Box set by the Police
- Released: 30 May 1980
- Recorded: 1978–1979
- Genre: New wave
- Label: A&M
- Producers: Nigel Gray; Stewart Copeland; Gordon Sumner; Andy Summers;

The Police chronology
| Reggatta de Blanc (1979) | Six Pack (1980) | Zenyatta Mondatta (1980) |

= Six Pack (The Police box set) =

1980 box set by The Police

Six Pack is a collection of seven-inch singles — both A-sides and B-sides — released by the English rock band the Police between 1978 and mid-1980.

The pack, which comes in a PVC folder, contains the first five A&M singles by the band, namely "Roxanne", "Can't Stand Losing You", "So Lonely", "Message in a Bottle" and "Walking on the Moon", plus a mono version of "The Bed's Too Big Without You", which was previously unreleased.

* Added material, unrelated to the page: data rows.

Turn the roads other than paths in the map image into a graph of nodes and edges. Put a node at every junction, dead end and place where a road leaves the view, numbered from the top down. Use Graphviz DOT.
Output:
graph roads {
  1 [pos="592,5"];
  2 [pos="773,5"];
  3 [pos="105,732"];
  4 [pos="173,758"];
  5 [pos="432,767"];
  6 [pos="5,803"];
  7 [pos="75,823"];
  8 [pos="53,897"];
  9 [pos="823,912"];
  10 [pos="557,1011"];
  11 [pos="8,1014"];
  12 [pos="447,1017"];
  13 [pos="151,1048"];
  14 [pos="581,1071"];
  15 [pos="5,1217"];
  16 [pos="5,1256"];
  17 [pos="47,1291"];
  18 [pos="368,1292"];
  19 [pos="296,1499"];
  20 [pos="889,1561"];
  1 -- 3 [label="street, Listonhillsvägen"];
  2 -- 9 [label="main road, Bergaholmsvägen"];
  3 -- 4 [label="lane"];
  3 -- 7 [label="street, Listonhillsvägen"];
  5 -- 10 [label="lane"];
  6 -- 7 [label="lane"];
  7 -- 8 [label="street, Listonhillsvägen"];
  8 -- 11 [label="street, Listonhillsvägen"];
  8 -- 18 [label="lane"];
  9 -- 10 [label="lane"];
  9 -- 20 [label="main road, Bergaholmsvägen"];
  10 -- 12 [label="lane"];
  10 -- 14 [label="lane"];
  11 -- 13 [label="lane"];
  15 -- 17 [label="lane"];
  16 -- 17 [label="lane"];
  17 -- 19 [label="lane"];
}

This latter song was chosen for promotional purposes for TV and radio airplay, and was often regarded as the group's latest single upon release of the set.

The records in the pack were all produced on blue vinyl with specially adapted labels which feature an overhead picture of the heads of the band originally used on the back cover of the Reggatta de Blanc LP, rather than the original "A&M" logo. Each single is accompanied by a special picture card (3 group shots and 3 solo shots), with the lyrics of each single printed on the reverse.

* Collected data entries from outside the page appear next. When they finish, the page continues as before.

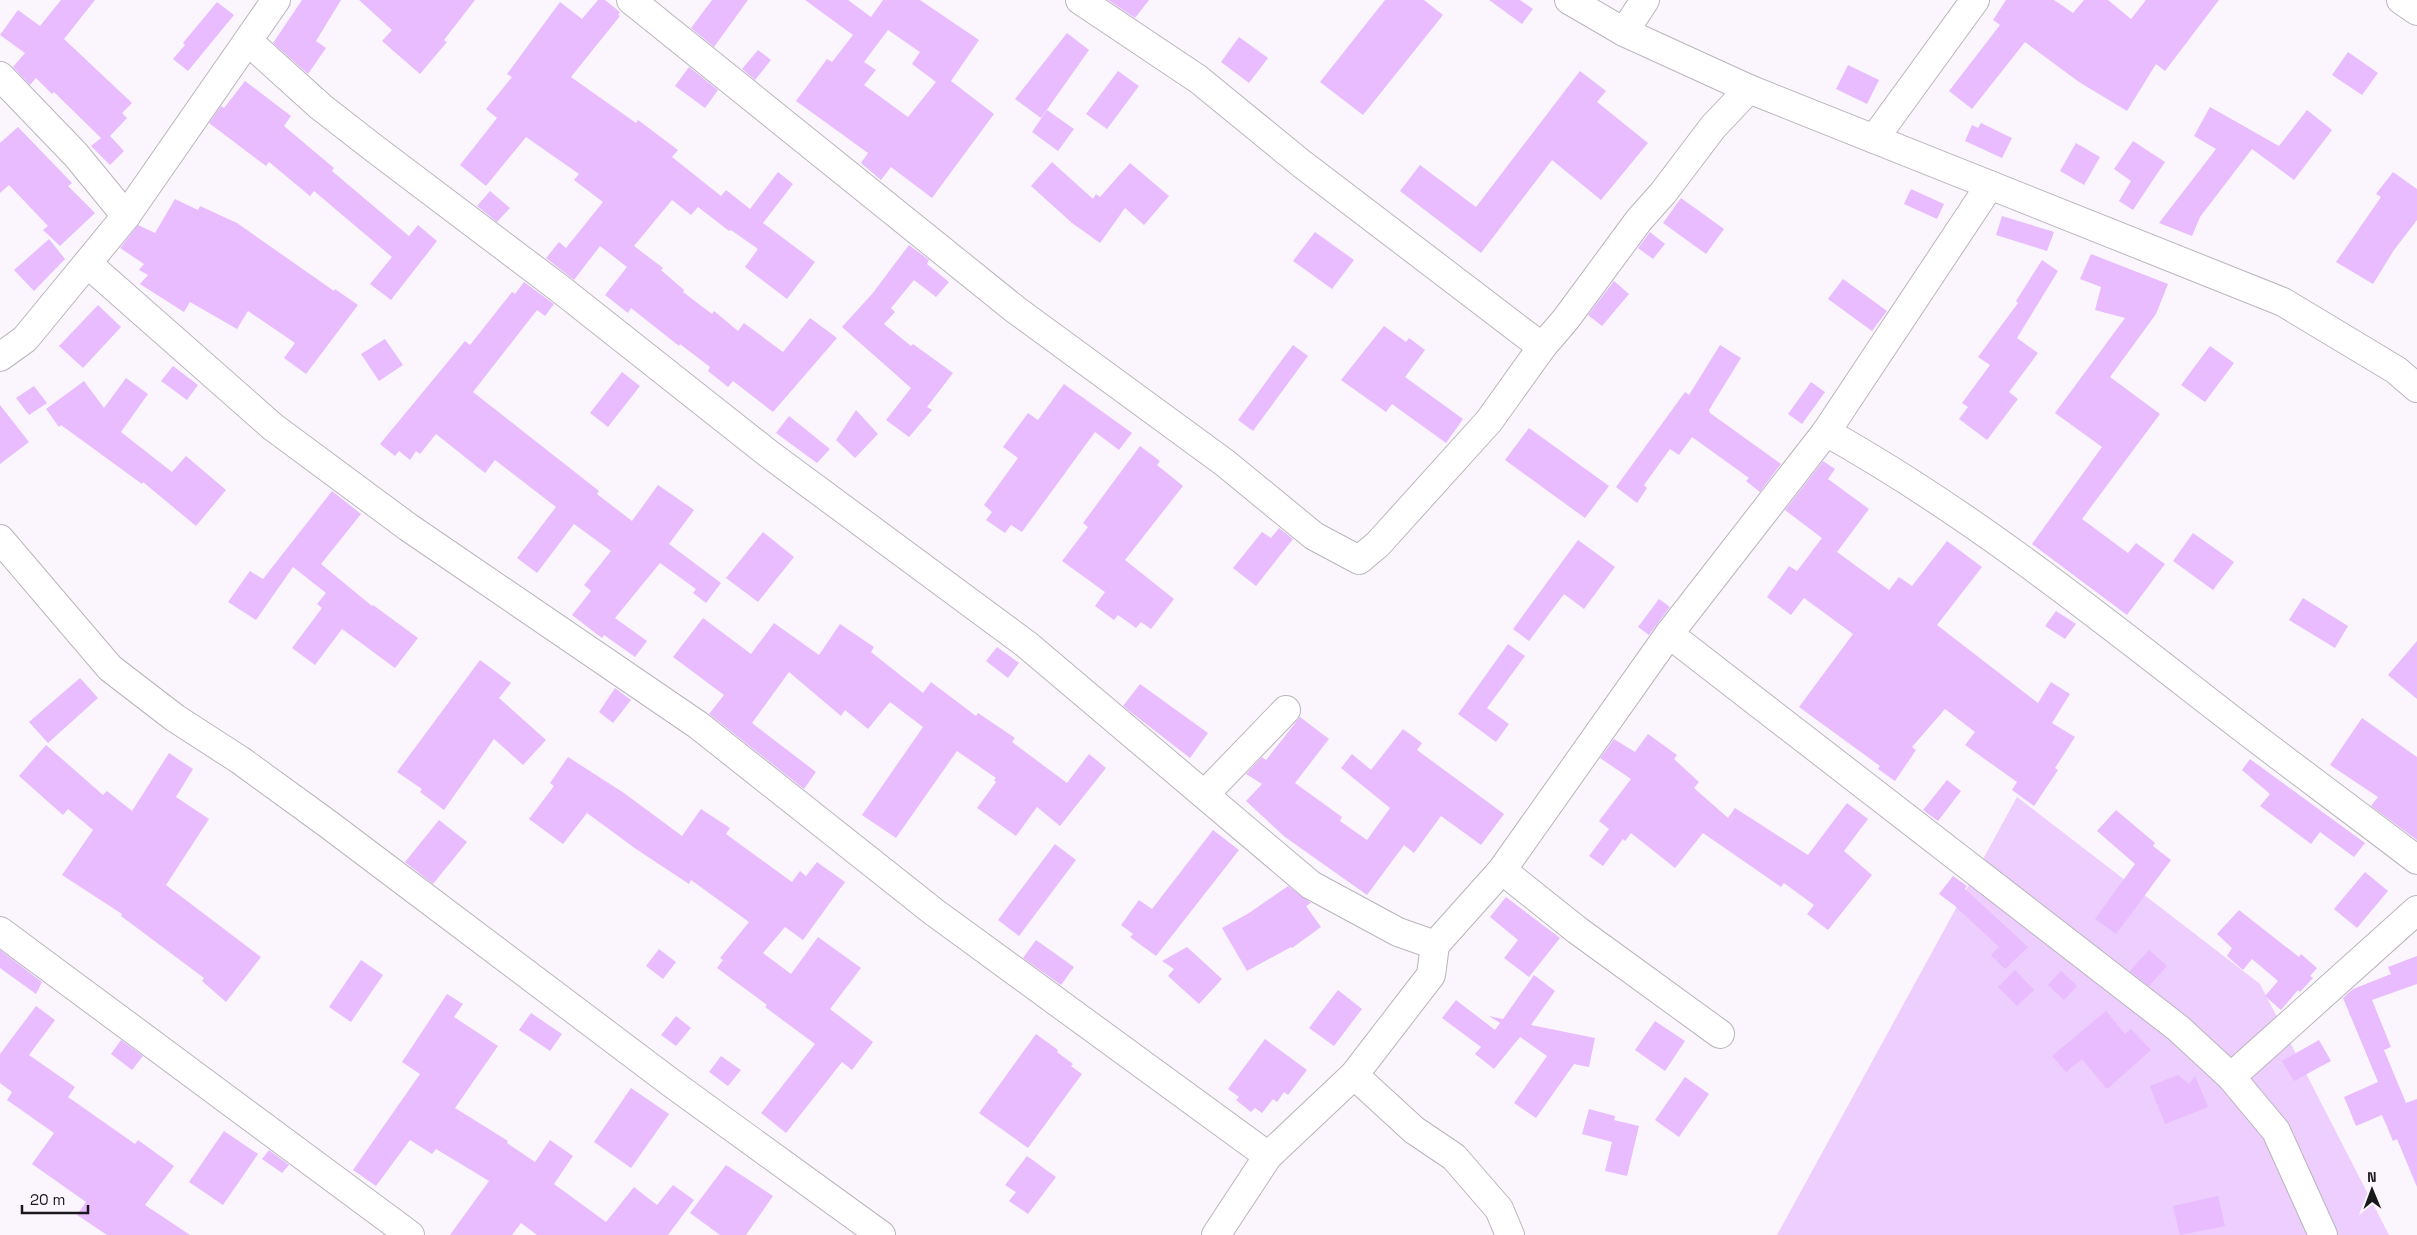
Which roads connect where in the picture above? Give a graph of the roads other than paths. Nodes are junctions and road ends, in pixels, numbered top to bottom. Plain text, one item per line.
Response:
1 (276, 0) edge
2 (632, 0) edge
3 (1080, 0) edge
4 (1569, 0) edge
5 (1645, 0) edge
6 (1975, 0) edge
7 (2401, 0) edge
8 (2417, 11) edge
9 (1624, 32) junction
10 (249, 42) junction
11 (0, 76) edge
12 (1749, 89) junction
13 (1874, 140) junction
14 (1990, 185) junction
15 (126, 216) junction
16 (88, 264) junction
17 (1542, 347) junction
18 (0, 357) edge
19 (2417, 388) edge
20 (1826, 432) junction
21 (0, 539) edge
22 (1669, 634) junction
23 (1286, 710) dead end
24 (1205, 794) junction
25 (2417, 860) edge
26 (1502, 870) junction
27 (2417, 910) edge
28 (0, 931) edge
29 (1435, 945) junction
30 (1720, 1034) dead end
31 (1354, 1075) junction
32 (2231, 1077) junction
33 (1268, 1156) junction
34 (410, 1235) edge
35 (881, 1235) edge
36 (1216, 1235) edge
37 (1510, 1235) edge
38 (2323, 1235) edge

1 - 10 street
2 - 17 street
3 - 17 street
4 - 9 street
5 - 9 street
6 - 13 street
7 - 8 street
9 - 12 street
10 - 15 street
10 - 24 street
11 - 15 street
12 - 13 street
12 - 17 street
13 - 14 street
14 - 19 street
14 - 20 street
15 - 16 street
16 - 18 street
16 - 33 street
20 - 22 street
20 - 25 street
21 - 35 street
22 - 26 street
22 - 32 street
23 - 24 street
24 - 29 street
26 - 29 street
26 - 30 street
27 - 32 street
28 - 34 street
29 - 31 street
31 - 33 street
31 - 37 street
32 - 38 street
33 - 36 street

The release reached number 17 in the UK Singles Chart in June 1980. Due to changes in chart rules, this set would have been classified as an album after 1983, when Gallup took over compilation of the chart and a Michael Jackson singles pack became the first set of 7-inch singles to chart as an album.

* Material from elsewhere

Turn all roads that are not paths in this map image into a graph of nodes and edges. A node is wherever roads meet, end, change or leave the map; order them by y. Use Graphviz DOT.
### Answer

The chart classification of the release caused the British Market Research Bureau (BMRB) – compilers of the official chart – frustration. As Record Mirror reported just after its release, "If they do just decide it is one single it could become the most expensive single ever to chart", a comment they echoed in their review of the set, saying it would become the most expensive ever charting single "by about £3". A BMRB spokesperson said before their final decision: "We're still trying to decide what to do if it does sell in significant quantities. The decision will be a conceptual one, and nothing to do with the price, as to which chart we could place it in", adding that they were undecided whether to include it in any chart.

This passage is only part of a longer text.